🚩 The Breaking Point
FinVault had crossed 8,000 registered users but their monolithic PHP portal — originally built in 2019 — was not designed for this scale. During peak market hours (9:15 AM–11:30 AM IST), the server would hit 100% CPU utilization, causing session timeouts and incomplete portfolio loads. Their biggest enterprise client threatened to terminate the contract after losing ₹3.2 Lakhs due to a delayed sell signal caused by stale data.
The core architectural flaw: all data — live prices, NAV, portfolio P&L — was fetched via a single cron job every 45 minutes.
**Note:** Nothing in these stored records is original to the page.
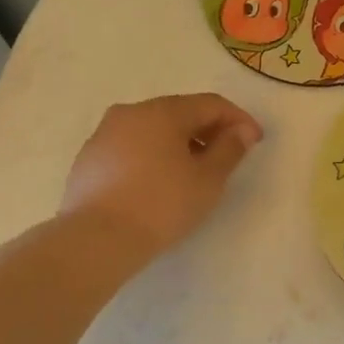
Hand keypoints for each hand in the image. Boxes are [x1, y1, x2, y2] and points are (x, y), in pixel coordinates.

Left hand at [60, 93, 262, 257]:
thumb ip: (229, 149)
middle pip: (179, 112)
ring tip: (193, 172)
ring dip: (178, 143)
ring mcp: (104, 134)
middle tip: (226, 156)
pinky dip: (152, 156)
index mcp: (163, 111)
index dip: (238, 119)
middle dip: (207, 130)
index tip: (255, 141)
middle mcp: (131, 112)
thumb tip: (241, 130)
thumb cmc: (162, 205)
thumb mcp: (207, 180)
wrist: (97, 238)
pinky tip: (158, 183)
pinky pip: (131, 147)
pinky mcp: (89, 158)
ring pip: (152, 130)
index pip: (210, 104)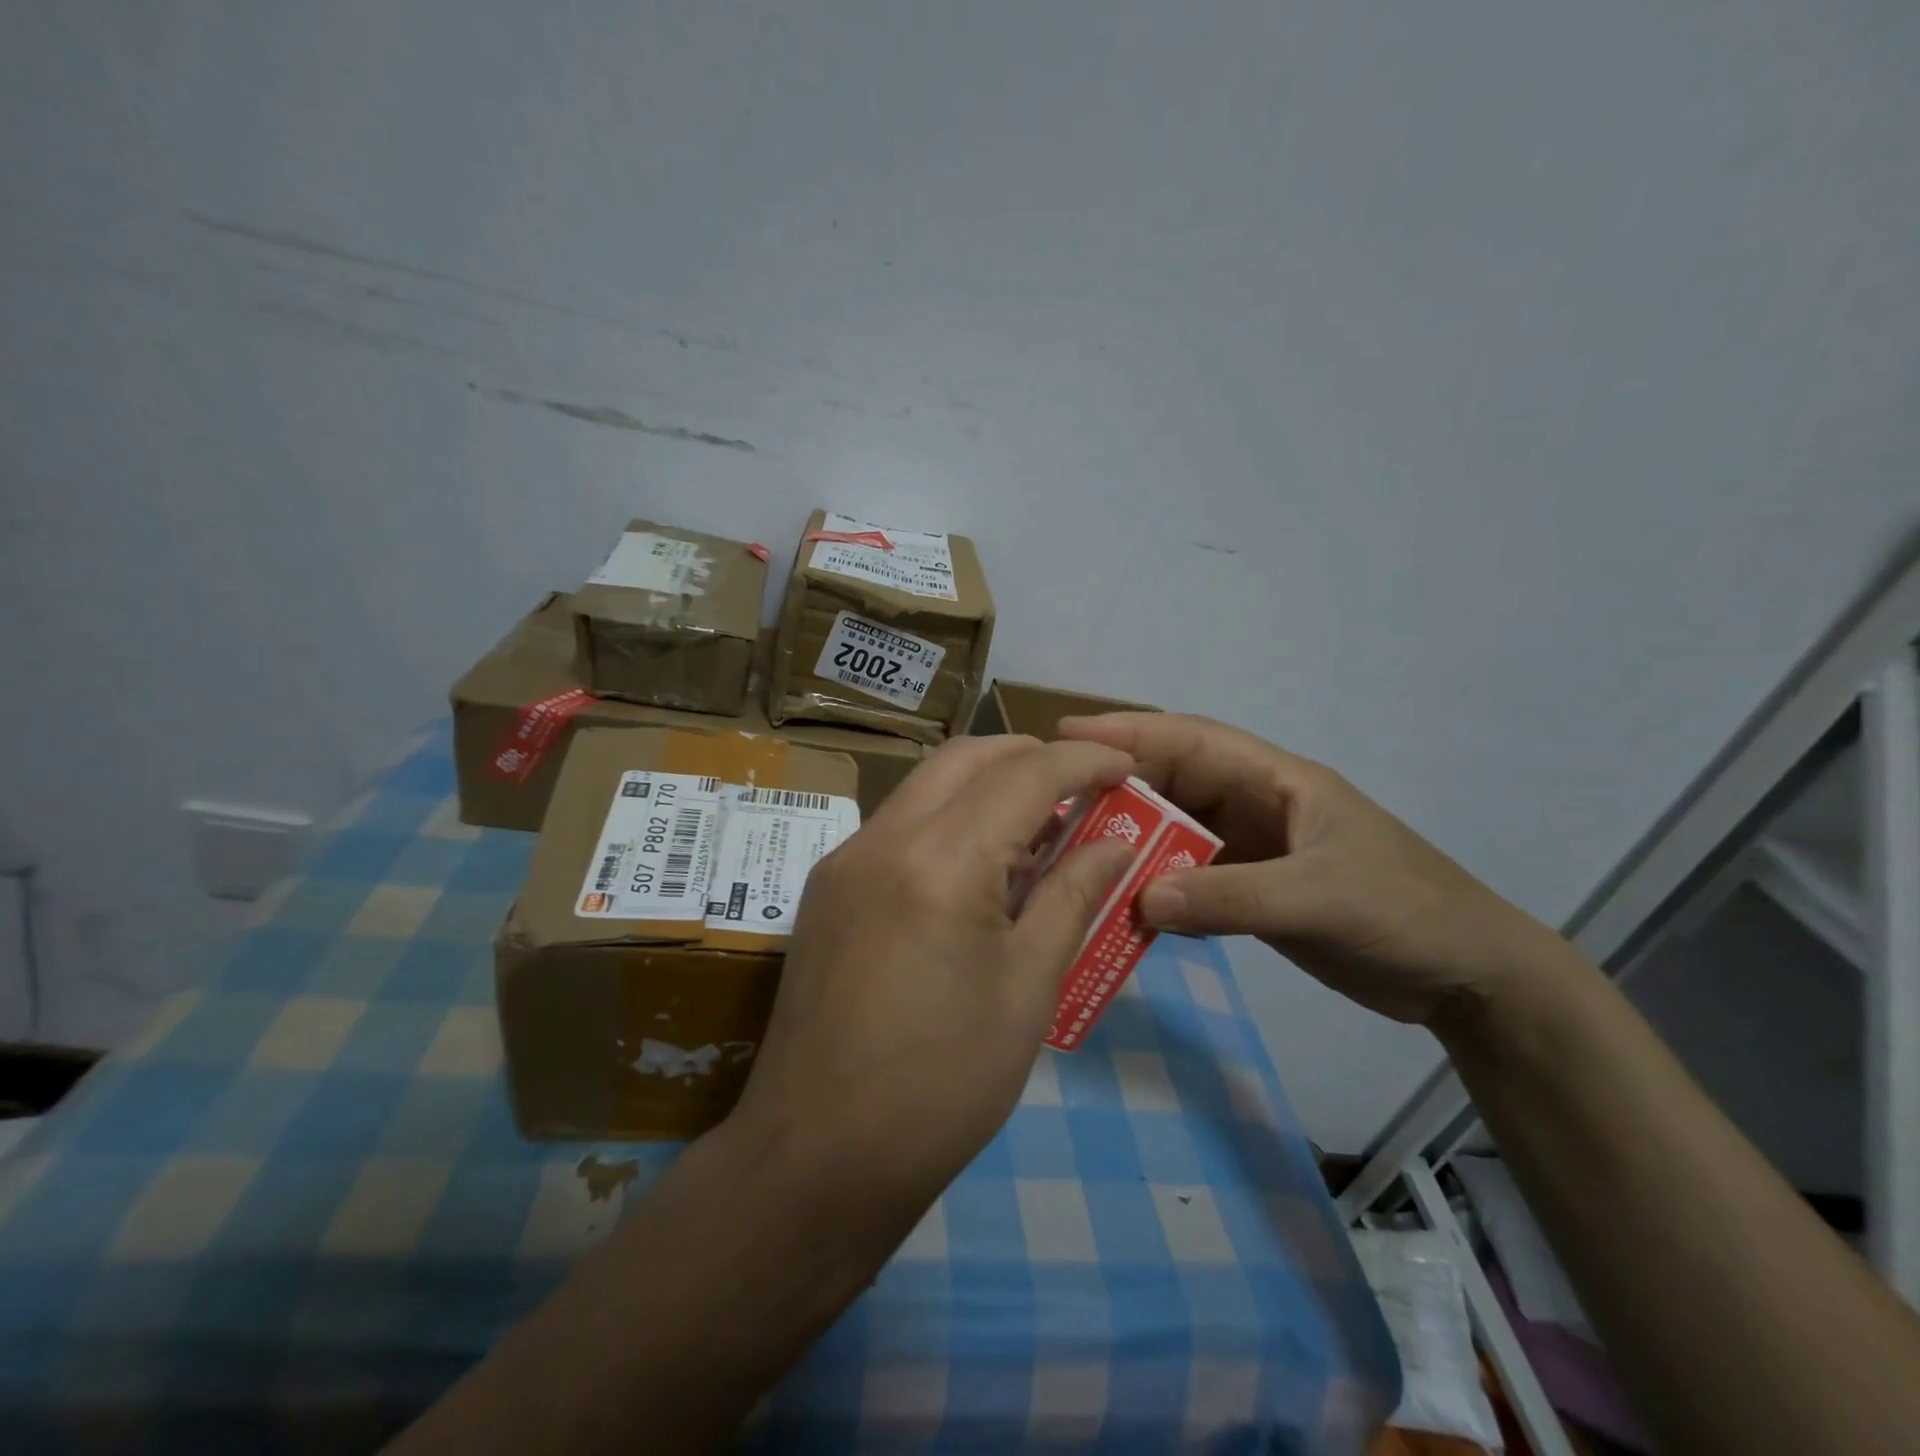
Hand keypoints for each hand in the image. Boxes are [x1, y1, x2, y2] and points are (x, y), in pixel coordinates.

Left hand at [727, 735, 1136, 1214]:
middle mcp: (881, 838)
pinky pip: (899, 824)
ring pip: (927, 784)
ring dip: (987, 785)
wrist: (818, 1156)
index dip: (1082, 762)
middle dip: (1029, 757)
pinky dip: (949, 819)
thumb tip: (1115, 843)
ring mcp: (844, 860)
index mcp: (938, 861)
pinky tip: (981, 867)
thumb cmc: (942, 1084)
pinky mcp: (827, 887)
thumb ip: (1072, 897)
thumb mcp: (1027, 990)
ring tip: (1040, 828)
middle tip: (1083, 786)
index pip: (1022, 775)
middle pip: (964, 758)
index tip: (1126, 768)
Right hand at [1058, 713, 1561, 1029]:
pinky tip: (1121, 906)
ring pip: (1175, 834)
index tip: (1068, 732)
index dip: (1130, 731)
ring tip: (1072, 853)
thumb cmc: (1405, 912)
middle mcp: (1256, 806)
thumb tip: (1139, 899)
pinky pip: (1190, 881)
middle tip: (1053, 802)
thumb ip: (1230, 898)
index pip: (1192, 740)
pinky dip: (1156, 890)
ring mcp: (1253, 851)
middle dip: (1118, 788)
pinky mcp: (1253, 892)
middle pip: (1173, 785)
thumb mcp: (1319, 897)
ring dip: (1132, 843)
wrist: (1466, 977)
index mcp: (1276, 780)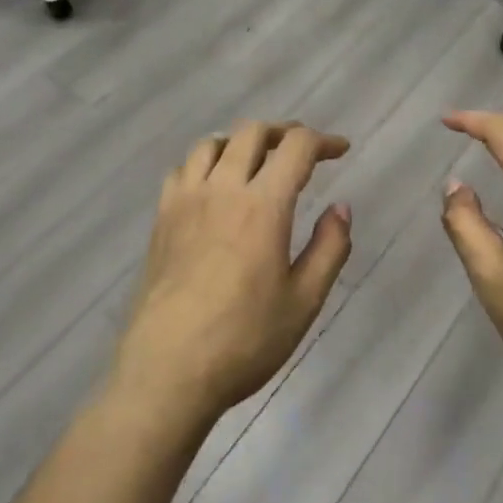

There was no event-driven mechanism, no caching strategy, and no horizontal scalability plan.
🔍 Discovery & Audit
| System Area | Issue Found | Impact |
|---|---|---|
| Database Layer | N+1 queries, no indexing | Page load 14s avg |
| Data Freshness | 45-min cron polling | Stale investment data |
| Frontend Architecture | jQuery + inline CSS spaghetti | Zero mobile support |
| Scalability | Single VPS, no load balancing | Crashes at 500+ users |
🛠️ The Architecture Rebuild
Phase 1 — Decouple the Monolith
We split the application into 4 independent microservices: Auth Service (JWT), Portfolio Engine, Market Data Streamer, and Notification Service. Each service communicated via a Redis Pub/Sub message queue, eliminating direct database chaining and allowing independent scaling.
Phase 2 — Real-Time Data Pipeline
Replaced 45-minute cron polling with a WebSocket-based live stream from NSE/BSE market data APIs. A Node.js event emitter layer processed and broadcast price ticks to connected clients in under 800ms. Redis cached the last 100 ticks per symbol — serving 95% of requests without touching PostgreSQL.
Phase 3 — Next.js Frontend
The entire UI was rebuilt in Next.js 14 with App Router. Portfolio charts used Chart.js with real-time dataset updates via WebSocket listeners. Server Components handled initial data hydration; Client Components handled live tick updates — achieving an LCP of 1.1 seconds on mobile.
Phase 4 — Infrastructure & DevOps
Deployed on Docker containers with Nginx reverse proxy on a 3-node cluster. GitHub Actions CI/CD pipeline ran automated tests on every push with zero-downtime blue-green deployments. Cloudflare CDN handled static asset serving with edge caching across 12 global PoPs.
📈 Outcome: 60 Days Post-Launch
| Metric | Before | After | Delta |
|---|---|---|---|
| Data Latency | 45 minutes | 800ms | -99.97% |
| Peak Concurrent Users | 500 (crashes) | 12,000 (stable) | +2300% |
| Page Load Time (avg) | 14.2s | 1.1s | -92% |
| Client Retention (30-day) | 38% | 82% | +116% |
| System Uptime | 94.2% | 99.97% | +5.77 pts |